The Activity page replaces the old logbook
The logbook — the chronological list of every state change, triggered automation and manual action — has been rebuilt into what Home Assistant calls the Activity timeline. Entries now sit on a vertical rail: a coloured dot with the entity's icon, a timestamp, and the event text beside it, read top to bottom like a social feed. Entries are grouped under headers — Today, Yesterday, then dated headers further back — and the underlying data has been trimmed so entries don't repeat information you don't need in that context, such as an entity name that's already obvious from the icon and location.
It's a genuinely useful change if you use the logbook to work out why an automation fired, or who (or what) turned a light on at 2am — the new layout makes it easier to scan a day's activity at a glance rather than parsing a flat list.
Other changes worth knowing about
An "Update all" button now sits on the Settings → System → Updates page.

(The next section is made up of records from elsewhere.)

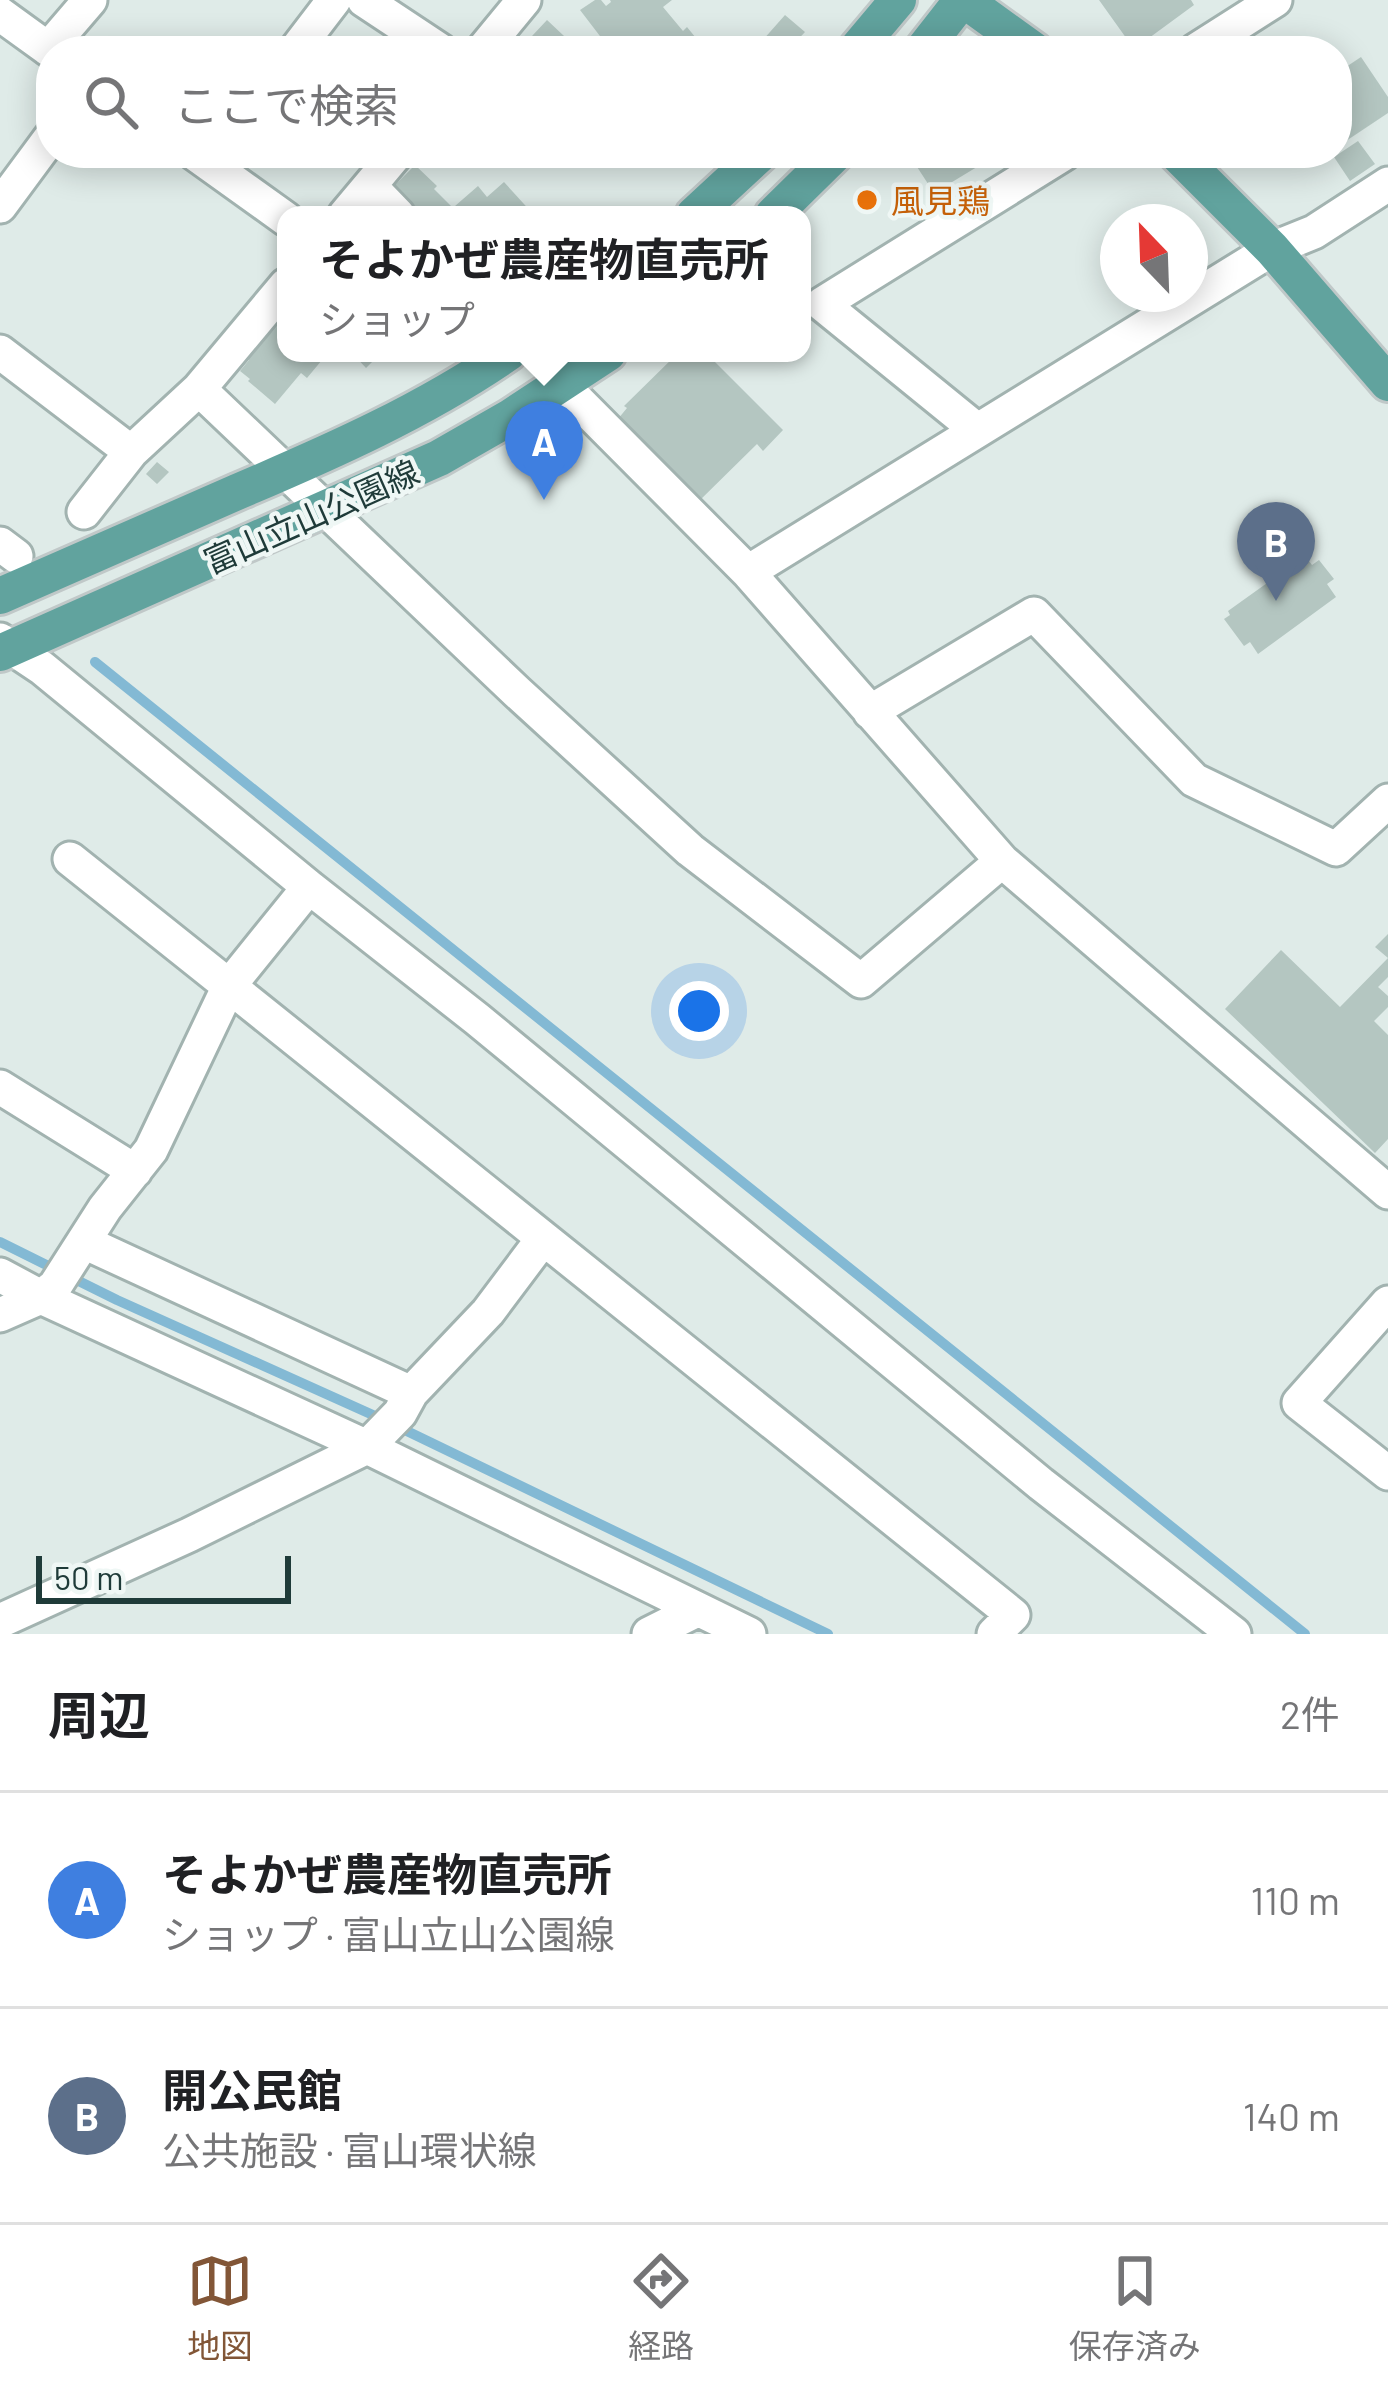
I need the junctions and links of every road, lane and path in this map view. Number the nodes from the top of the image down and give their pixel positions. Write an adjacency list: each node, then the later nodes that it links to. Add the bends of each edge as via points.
1 (90, 0): 9 (street)
2 (334, 0): 10 (street)
3 (364, 0): 11 (street)
4 (524, 0): 12 (street)
5 (898, 0): 13 (main road)
6 (963, 0): 14 (main road); 15 (main road)
7 (1275, 0): 16 (street)
8 (0, 14): 17 (street)
9 (61, 36)
10 (306, 36)
11 (418, 36)
12 (494, 36)
13 (868, 36)
14 (934, 36)
15 (1014, 36)
16 (1219, 36)
17 (36, 40)
18 (36, 157): 27 (street)
19 (221, 168): 32 (street)
20 (385, 168): 26 (street)
21 (745, 168): 30 (main road)
22 (821, 168): 31 (main road)
23 (1041, 168): 41 (street, via 822,304)
24 (1190, 168): 33 (main road)
25 (1388, 184): 33 (street)
26 (370, 186): 28 (street); 29 (street)
27 (0, 206)
28 (353, 206)
29 (389, 206)
30 (704, 206)
31 (782, 206)
32 (277, 212)
33 (1273, 249): 38 (main road); 41 (street)
34 (277, 297): 40 (street)
35 (0, 352): 42 (street)
36 (495, 362): 43 (main road, 富山立山公園線, via 401,418)
37 (595, 362): 39 (main road, 富山立山公園線)
38 (1388, 383)
39 (562, 385): 44 (main road, 富山立山公園線, via 439,458); 46 (street)
40 (199, 389): 42 (street); 43 (street)
41 (977, 430): 46 (street)
42 (131, 452): 45 (street)
43 (284, 472): 44 (street); 47 (main road, 富山立山公園線)
44 (326, 509): 48 (main road, 富山立山公園線); 52 (street, via 690,850 861,981)
45 (84, 512)
46 (748, 572): 49 (street)
47 (0, 596)
48 (4, 647): 53 (street, via 42,668)
49 (870, 712): 50 (street, via 1034,614 1194,780 1336,849); 52 (street)
50 (1388, 801)
51 (70, 860): 54 (street)
52 (1002, 861): 57 (street)
53 (309, 887): 54 (street); 72 (street)
54 (229, 986): 56 (street); 58 (street)
55 (0, 1088): 56 (street)
56 (135, 1171): 59 (street)
57 (1388, 1192)
58 (542, 1240): 64 (street); 71 (street, via 1013,1615)
59 (84, 1242): 61 (street); 64 (street)
60 (0, 1275): 61 (street)
61 (40, 1298): 63 (street); 65 (street)
62 (1388, 1303): 66 (street, via 1299,1403)
63 (0, 1315)
64 (411, 1393): 65 (street)
65 (367, 1447): 67 (street); 68 (street)
66 (1388, 1473)
67 (698, 1610): 69 (street); 70 (street)
68 (0, 1621)
69 (649, 1634)
70 (749, 1634)
71 (994, 1634)
72 (1234, 1634)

The page has been reorganised into grouped cards — Home Assistant Core, integrations with multiple pending updates, individual integrations, apps, and skipped updates — and you can update everything in a card with one click instead of working through updates individually.
Two new panels have been added under Settings: one for infrared and one for radio frequency (433/315MHz-style) devices, each listing the proxies and transmitters you've configured. Both panels only appear once you actually have a relevant device set up, so most users won't see them.
Ten new integrations shipped from the community this release, including Dropbox (for backup storage), MELCloud Home, KlikAanKlikUit, Chef iQ, Envertech EVT800 and several smaller additions. And Matter-certified soil moisture sensors are now recognised as their own device class rather than showing up as generic sensors.
Breaking changes to check before you update
A handful of purpose-specific triggers and conditions were renamed as part of this release — for example, battery.low became battery.became_low, and update.update_became_available became update.became_available. If you built automations using the Labs preview of natural-language triggers in 2026.6, check them against the current documentation before assuming they still fire correctly.
Two other changes are worth flagging if they affect your setup: the iCloud integration has removed its battery_level attribute, and anyone running a self-hosted Z-Wave JS server needs to be on version 3.9.0 or newer for Z-Wave devices to keep working. As always, back up your configuration before updating — see our backup and restore guide if you haven't set that up already.
Should you update now?
For most installations, yes. The Matter server migration is designed to be seamless, the ZHA and Activity changes are purely additive, and the breaking changes are narrow and well-documented. The main group who should pause are anyone running a heavily customised Z-Wave JS server setup below version 3.9.0, or anyone with automations still relying on the pre-rename Labs trigger names from 2026.6 — check those first, then update.